Yes, there are many “eager” Ashtanga beginners who believe Yoga practice is about achieving poses and series’. I suffered from the same problem in the first one or too years but we see a lot of practitioners who did not get the idiocy of this after decades of practice. I wonder what Yoga teachers are good for  – if not for waking up nut case beginners like us?  Giving support in realizing and overcoming harmful mental processes turns sports into Yoga. 

If any of my students starts experiencing pain or even unusual discomfort, I must find out where it comes from. If there is a slight chance that it’s caused by neglecting my duty in attentiveness or knowledge, I must improve my skills. But no matter where a problem comes from, it’s my duty to help the student with all my knowledge.

“The student is responsible for injuries” – NO!

Understanding the creepy nature of our ego is key for the stages on the true Yogic path beyond asana. But how can teachers look away as students keep hurting themselves? Is this an acceptable teaching approach? Hello!?! If injures helped our spiritual growth, the planet would be full of enlightened ashtangies. I have not seen one. But I have heard and met a number of nearly crippled ones, just because they were unable to listen to their pain.

Yoga is constructed to be difficult!

Unfolding the meaning of of Yoga practice and eradicating all incorrect ideas about it is one of the main responsibility that we have as teachers. Understanding the true aims of Yoga, the pitfalls of the various practice techniques, the various levels and causes of problems arising and what can be learnt from them is what qualifies us as Yoga teachers. We must understand that Yoga teachers are absolute beginners by yogic standards for decades rather than years, no matter how much students prematurely project their desire on having found a true guru on anyone who pretends to be a teacher.

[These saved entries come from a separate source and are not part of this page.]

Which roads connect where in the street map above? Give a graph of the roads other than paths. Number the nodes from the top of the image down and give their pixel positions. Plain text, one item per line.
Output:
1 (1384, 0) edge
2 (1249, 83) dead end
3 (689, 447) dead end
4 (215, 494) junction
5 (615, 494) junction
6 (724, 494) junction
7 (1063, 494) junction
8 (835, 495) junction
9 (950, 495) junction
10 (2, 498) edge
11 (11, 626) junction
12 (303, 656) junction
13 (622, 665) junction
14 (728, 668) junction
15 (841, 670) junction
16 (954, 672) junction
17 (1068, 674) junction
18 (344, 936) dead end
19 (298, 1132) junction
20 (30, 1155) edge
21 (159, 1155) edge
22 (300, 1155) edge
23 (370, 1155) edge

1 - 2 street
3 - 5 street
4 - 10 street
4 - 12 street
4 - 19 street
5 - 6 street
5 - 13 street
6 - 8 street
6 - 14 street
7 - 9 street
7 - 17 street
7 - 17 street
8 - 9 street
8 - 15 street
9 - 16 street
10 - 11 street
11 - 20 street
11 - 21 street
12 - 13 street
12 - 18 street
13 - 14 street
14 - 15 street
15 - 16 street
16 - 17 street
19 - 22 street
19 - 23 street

Practice means solving riddles in constructed situations. The Ashtanga system deliberately puts practitioners and teachers into trouble, otherwise it would not be a transformational path. This allows us to understand problematic habitual patterns in ourselves, our students and humans in general. Patterns of movement, breath and mind indicate incorrect ways of evaluating the nature of reality. Overcoming physical patterns can help us overcome the underlying mental patterns which are the root cause of true suffering. 

What needs to be changed?

Injuries, the apparent focus on empty physical achievements, and the promotion of a selfish lifestyle are the proof of a complete misunderstanding of Yoga altogether.  We have not even started the journey of Yoga without the firm decision to practice and teach for the well-being of others.

We must begin with the decision to overcome a very human yet destructive inclination towards selfishness which has poisoned even Yoga today.

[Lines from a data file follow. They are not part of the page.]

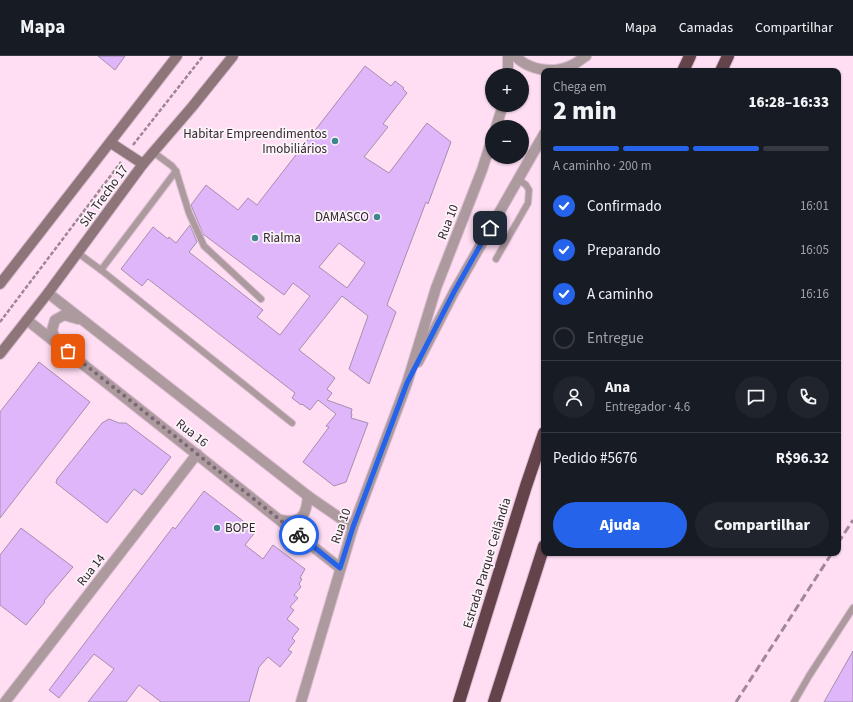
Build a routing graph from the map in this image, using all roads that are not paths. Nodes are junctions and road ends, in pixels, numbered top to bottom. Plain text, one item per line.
1 (178, 56) edge
2 (233, 56) edge
3 (508, 56) edge
4 (515, 56) edge
5 (587, 56) edge
6 (690, 56) edge
7 (728, 56) edge
8 (508, 68) edge
9 (564, 68) edge
10 (581, 68) edge
11 (684, 68) edge
12 (722, 68) edge
13 (541, 69) edge
14 (541, 139) edge
15 (111, 143) junction
16 (154, 152) junction
17 (485, 161) edge
18 (143, 164) junction
19 (176, 171) junction
20 (518, 179) junction
21 (78, 253) junction
22 (496, 259) dead end
23 (102, 270) junction
24 (1, 282) edge
25 (48, 293) junction
26 (261, 299) dead end
27 (27, 320) junction
28 (81, 320) junction
29 (56, 342) junction
30 (0, 354) edge
31 (407, 383) junction
32 (292, 423) dead end
33 (541, 442) edge
34 (197, 454) junction
35 (308, 496) junction
36 (279, 519) junction
37 (353, 527) junction
38 (541, 555) edge
39 (340, 568) junction
40 (853, 608) edge
41 (5, 702) edge
42 (301, 702) edge
43 (459, 702) edge
44 (494, 702) edge
45 (794, 702) edge

1 - 15 main road, SIA Trecho 17
2 - 16 main road, SIA Trecho 17
3 - 8 street
4 - 13 street
5 - 9 street
5 - 10 street
6 - 11 highway
7 - 12 highway
14 - 20 street, Rua 10
15 - 18 main road
15 - 24 main road, SIA Trecho 17
16 - 18 main road, SIA Trecho 17
16 - 19 lane
17 - 31 street, Rua 10
18 - 21 main road, SIA Trecho 17
19 - 23 lane
19 - 26 lane
20 - 22 lane
20 - 31 street, Rua 10
21 - 23 lane
21 - 25 main road, SIA Trecho 17
23 - 32 lane
25 - 27 main road, SIA Trecho 17
25 - 28 street, Rua 16
27 - 29 street, Rua 16
27 - 30 main road, SIA Trecho 17
28 - 29 street
28 - 35 street, Rua 16
29 - 34 street, Rua 16
31 - 37 street, Rua 10
33 - 43 highway, Estrada Parque Ceilândia
34 - 36 street, Rua 16
34 - 41 street, Rua 14
35 - 36 street
35 - 37 street, Rua 16
36 - 39 street, Rua 16
37 - 39 street, Rua 10
38 - 44 highway
39 - 42 street, Rua 10
40 - 45 lane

Yoga begins with the firm decision of no longer violating the great yogic vow (Yoga Sutra!) of becoming non-harming (ahimsa), truthful (satya), not-stealing (asteya), moving-within-creation (brahmacarya) and “not-grabbing-around” (a-pari-graha). Without that, there cannot be Yoga.

Yoga can only be seen in the actual effects it has on our personality. No matter what we do: It was Yoga practice only, when inward-orientation, a connectedness with and great care of all beings grow within us naturally, month by month.

Let’s re-establish the wonderfully elegant method of Ashtanga as a healthy, ever-fresh process, in which narcissism, selfishness, ignorance and greed have no place!

How is your experience with Ashtanga injuries and your teacher’s responses?

We really need more discussion: Do you have injuries? How long? Do or did you tell your teachers? If not, why? 

Have you also been told that Yoga is what we do on rubber mats – and everything else is at a theory at best?